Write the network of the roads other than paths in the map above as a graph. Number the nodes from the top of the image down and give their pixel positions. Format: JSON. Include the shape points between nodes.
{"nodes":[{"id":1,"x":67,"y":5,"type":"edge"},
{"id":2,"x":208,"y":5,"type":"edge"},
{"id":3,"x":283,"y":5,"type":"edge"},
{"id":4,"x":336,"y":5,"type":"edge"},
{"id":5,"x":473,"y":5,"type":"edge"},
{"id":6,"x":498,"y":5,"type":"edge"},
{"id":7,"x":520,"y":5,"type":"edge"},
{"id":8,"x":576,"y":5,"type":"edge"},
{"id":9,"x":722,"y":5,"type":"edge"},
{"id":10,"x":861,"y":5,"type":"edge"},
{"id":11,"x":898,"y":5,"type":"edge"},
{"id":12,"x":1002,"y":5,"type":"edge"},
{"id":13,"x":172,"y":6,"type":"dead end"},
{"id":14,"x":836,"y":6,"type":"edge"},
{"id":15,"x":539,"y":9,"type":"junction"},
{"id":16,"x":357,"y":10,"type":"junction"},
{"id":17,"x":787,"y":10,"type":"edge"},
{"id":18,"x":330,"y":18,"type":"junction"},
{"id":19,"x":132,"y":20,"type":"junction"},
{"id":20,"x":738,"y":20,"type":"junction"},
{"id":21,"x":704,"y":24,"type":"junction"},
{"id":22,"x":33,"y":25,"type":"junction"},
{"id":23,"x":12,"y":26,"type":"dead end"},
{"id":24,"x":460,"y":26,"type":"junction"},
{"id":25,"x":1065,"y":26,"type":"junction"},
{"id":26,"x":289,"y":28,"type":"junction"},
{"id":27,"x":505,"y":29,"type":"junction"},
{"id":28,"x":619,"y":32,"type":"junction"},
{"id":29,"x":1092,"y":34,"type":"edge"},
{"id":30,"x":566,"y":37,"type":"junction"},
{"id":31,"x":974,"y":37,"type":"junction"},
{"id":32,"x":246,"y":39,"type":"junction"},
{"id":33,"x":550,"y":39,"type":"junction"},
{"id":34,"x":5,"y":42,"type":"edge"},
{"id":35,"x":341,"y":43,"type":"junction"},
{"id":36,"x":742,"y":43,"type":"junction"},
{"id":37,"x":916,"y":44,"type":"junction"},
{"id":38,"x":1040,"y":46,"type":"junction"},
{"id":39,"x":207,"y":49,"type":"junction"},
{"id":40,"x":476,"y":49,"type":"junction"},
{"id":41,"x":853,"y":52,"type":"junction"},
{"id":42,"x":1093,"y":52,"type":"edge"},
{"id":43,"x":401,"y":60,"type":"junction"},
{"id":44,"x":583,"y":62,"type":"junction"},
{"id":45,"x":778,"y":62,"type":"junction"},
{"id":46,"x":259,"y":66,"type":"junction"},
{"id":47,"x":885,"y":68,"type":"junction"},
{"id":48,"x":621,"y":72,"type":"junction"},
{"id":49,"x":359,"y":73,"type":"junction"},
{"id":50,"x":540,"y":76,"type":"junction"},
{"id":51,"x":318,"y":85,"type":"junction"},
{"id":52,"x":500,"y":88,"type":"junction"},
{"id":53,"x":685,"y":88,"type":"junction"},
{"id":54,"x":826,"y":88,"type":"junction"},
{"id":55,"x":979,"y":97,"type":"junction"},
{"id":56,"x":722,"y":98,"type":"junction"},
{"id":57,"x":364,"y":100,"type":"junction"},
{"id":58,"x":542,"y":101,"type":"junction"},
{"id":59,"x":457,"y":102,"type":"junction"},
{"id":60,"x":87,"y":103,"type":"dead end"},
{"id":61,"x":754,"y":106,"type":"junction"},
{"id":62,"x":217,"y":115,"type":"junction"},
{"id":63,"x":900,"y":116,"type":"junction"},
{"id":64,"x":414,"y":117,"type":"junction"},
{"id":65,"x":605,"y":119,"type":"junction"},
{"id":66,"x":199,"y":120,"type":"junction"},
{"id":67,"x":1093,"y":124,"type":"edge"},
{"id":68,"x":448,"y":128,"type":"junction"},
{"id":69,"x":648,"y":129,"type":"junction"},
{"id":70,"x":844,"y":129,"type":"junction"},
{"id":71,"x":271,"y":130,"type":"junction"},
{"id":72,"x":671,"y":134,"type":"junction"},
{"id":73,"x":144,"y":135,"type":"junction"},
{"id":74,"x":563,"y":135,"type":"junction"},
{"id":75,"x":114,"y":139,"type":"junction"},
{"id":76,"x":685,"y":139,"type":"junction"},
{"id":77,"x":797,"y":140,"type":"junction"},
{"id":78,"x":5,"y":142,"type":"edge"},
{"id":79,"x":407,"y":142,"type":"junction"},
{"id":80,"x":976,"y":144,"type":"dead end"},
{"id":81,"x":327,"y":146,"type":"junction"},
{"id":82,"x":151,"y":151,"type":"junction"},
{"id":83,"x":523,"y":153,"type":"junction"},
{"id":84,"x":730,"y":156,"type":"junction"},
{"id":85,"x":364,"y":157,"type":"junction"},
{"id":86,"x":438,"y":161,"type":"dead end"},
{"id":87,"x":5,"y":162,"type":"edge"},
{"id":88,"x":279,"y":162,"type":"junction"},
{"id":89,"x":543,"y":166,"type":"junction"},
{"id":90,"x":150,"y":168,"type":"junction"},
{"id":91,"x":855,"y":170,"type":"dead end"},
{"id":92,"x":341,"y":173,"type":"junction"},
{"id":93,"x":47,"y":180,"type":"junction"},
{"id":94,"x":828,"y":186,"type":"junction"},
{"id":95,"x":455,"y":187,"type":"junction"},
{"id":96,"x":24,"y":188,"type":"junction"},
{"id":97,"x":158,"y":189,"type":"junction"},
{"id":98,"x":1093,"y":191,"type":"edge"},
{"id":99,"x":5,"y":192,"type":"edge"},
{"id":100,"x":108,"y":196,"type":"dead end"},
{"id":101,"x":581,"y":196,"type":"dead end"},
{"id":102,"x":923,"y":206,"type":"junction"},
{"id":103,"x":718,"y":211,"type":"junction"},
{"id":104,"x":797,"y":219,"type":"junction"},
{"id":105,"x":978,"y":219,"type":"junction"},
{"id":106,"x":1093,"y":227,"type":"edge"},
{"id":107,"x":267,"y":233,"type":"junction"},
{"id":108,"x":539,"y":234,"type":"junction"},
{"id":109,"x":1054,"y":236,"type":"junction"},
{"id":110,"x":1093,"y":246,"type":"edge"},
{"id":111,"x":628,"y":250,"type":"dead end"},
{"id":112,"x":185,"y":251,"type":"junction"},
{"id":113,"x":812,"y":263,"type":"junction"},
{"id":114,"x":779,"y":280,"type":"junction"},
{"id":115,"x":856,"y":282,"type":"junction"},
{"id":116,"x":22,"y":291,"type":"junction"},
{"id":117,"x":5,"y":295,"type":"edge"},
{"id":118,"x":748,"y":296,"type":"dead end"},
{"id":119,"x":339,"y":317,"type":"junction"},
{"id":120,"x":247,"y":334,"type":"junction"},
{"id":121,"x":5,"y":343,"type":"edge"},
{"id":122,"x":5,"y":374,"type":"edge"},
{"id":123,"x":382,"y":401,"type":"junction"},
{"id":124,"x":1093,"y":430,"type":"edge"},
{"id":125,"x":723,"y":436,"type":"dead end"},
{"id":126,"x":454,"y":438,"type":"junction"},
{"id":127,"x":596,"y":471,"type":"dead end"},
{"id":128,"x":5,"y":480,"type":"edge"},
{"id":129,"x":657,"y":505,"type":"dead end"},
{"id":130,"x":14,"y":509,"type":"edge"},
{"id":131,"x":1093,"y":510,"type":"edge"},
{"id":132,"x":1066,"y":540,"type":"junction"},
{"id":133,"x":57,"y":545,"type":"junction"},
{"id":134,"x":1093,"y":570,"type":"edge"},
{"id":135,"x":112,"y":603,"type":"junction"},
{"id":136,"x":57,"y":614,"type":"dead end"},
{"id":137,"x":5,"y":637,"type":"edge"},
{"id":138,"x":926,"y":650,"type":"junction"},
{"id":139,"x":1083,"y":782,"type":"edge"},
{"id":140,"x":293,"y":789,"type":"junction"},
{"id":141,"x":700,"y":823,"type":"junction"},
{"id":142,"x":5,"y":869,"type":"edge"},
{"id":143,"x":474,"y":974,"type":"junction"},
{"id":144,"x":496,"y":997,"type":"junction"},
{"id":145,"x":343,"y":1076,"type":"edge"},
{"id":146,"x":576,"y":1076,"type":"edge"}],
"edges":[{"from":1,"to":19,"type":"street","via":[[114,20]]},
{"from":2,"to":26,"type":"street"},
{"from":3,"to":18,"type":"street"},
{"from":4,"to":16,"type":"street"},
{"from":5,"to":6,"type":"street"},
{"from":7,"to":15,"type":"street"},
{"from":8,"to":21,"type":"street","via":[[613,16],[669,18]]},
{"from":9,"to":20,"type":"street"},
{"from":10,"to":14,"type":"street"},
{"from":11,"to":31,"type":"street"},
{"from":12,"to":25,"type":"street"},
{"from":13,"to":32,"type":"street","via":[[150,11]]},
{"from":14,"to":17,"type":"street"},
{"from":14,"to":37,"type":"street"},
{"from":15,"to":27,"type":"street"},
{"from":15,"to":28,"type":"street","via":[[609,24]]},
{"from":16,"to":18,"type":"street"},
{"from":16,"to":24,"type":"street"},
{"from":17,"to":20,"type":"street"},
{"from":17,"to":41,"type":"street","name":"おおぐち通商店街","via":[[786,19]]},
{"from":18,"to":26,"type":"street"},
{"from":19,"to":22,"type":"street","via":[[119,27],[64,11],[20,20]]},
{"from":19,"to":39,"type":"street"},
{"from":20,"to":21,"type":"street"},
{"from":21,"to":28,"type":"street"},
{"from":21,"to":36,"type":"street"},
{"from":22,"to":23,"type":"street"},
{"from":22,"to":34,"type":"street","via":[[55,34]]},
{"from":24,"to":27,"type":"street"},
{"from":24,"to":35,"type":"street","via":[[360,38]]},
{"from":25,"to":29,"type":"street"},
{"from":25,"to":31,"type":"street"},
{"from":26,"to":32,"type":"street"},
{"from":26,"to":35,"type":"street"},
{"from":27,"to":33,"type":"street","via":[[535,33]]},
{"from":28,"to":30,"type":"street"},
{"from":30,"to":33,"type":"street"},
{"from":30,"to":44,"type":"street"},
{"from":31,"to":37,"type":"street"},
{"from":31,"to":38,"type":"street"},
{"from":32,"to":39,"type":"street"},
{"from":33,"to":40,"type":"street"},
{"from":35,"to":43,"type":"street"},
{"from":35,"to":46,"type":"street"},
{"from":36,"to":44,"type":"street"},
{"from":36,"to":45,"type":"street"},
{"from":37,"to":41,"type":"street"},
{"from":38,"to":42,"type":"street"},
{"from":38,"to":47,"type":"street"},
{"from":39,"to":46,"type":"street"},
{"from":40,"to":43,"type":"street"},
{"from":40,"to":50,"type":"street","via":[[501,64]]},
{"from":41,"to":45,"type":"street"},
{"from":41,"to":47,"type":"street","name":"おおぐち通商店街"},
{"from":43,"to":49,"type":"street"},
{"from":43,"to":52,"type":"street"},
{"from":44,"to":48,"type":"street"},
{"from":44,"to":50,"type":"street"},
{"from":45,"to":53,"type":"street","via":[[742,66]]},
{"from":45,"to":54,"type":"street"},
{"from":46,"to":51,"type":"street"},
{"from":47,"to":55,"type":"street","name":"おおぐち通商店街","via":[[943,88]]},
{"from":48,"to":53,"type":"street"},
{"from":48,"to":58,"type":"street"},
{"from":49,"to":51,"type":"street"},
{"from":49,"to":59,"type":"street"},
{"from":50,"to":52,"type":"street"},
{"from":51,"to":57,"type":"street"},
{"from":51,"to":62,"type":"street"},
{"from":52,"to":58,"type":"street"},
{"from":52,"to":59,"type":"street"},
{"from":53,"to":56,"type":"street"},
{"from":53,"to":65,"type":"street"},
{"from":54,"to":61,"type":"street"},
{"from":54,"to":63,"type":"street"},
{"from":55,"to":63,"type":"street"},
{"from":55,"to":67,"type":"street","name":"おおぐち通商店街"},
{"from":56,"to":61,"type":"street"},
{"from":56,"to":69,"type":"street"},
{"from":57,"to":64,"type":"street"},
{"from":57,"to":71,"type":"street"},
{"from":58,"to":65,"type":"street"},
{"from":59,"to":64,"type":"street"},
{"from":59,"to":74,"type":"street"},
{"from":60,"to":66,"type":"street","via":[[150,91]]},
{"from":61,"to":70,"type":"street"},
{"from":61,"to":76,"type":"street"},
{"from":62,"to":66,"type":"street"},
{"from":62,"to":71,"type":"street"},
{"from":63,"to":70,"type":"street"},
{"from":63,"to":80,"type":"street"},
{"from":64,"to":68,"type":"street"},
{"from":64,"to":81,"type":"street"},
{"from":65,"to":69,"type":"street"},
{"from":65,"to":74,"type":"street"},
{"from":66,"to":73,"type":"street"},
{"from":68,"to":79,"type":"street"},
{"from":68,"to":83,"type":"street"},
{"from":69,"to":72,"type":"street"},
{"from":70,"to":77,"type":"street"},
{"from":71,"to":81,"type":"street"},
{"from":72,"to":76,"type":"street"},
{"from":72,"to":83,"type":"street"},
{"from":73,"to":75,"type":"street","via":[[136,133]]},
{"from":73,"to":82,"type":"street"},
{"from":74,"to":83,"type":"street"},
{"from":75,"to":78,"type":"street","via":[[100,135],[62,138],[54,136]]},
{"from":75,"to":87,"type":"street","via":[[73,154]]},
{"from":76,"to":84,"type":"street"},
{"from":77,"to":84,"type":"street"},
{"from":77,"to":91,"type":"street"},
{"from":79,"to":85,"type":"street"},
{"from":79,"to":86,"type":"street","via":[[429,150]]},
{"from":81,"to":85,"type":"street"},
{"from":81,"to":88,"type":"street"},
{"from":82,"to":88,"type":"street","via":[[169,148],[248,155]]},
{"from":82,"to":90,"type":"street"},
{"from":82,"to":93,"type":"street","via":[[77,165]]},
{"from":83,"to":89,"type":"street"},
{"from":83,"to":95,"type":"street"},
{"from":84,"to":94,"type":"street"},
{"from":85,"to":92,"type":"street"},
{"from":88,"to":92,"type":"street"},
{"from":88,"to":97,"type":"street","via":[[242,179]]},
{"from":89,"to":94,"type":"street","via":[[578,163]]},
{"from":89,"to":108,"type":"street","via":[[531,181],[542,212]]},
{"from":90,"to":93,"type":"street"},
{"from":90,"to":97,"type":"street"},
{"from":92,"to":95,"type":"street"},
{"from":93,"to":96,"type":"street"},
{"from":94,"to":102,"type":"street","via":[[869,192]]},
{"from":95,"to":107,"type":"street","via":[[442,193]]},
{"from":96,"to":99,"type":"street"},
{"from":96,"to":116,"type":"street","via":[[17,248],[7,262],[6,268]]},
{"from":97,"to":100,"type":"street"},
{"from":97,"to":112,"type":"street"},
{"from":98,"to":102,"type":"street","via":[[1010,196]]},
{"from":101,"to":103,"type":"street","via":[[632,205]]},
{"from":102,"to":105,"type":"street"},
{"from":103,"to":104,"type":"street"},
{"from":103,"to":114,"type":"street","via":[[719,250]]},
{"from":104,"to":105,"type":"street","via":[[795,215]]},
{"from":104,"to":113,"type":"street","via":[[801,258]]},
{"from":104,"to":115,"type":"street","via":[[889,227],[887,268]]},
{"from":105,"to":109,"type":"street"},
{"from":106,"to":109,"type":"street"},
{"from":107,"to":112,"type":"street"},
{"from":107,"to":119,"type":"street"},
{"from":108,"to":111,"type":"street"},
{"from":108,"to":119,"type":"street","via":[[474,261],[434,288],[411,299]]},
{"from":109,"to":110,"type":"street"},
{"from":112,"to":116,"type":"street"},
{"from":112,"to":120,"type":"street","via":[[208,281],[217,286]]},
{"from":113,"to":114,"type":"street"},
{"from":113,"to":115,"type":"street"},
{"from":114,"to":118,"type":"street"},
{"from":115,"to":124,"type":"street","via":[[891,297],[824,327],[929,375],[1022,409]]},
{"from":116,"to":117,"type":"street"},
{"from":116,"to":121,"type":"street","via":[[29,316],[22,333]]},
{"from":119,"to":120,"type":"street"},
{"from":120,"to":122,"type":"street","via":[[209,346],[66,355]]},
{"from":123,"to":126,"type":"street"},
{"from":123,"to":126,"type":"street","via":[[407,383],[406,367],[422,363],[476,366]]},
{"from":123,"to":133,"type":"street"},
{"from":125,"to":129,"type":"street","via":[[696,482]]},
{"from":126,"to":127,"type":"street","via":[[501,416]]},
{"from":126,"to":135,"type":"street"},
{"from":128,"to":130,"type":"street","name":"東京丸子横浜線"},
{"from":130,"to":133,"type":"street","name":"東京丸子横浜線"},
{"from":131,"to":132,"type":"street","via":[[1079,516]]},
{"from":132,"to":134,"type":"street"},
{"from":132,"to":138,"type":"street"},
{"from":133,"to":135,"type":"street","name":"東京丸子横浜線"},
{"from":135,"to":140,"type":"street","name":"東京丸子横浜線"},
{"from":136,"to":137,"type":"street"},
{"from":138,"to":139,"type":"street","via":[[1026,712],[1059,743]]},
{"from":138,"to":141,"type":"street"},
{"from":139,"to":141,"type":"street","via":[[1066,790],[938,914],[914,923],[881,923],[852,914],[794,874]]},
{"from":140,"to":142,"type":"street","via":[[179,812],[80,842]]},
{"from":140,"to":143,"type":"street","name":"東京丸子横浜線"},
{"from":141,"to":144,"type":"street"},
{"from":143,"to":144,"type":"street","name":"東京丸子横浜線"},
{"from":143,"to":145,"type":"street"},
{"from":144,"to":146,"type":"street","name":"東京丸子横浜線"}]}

__________

__What to do__
Every line in the data above that contains the word "name" counts; report how many there are and nothing more.

__Your response__
11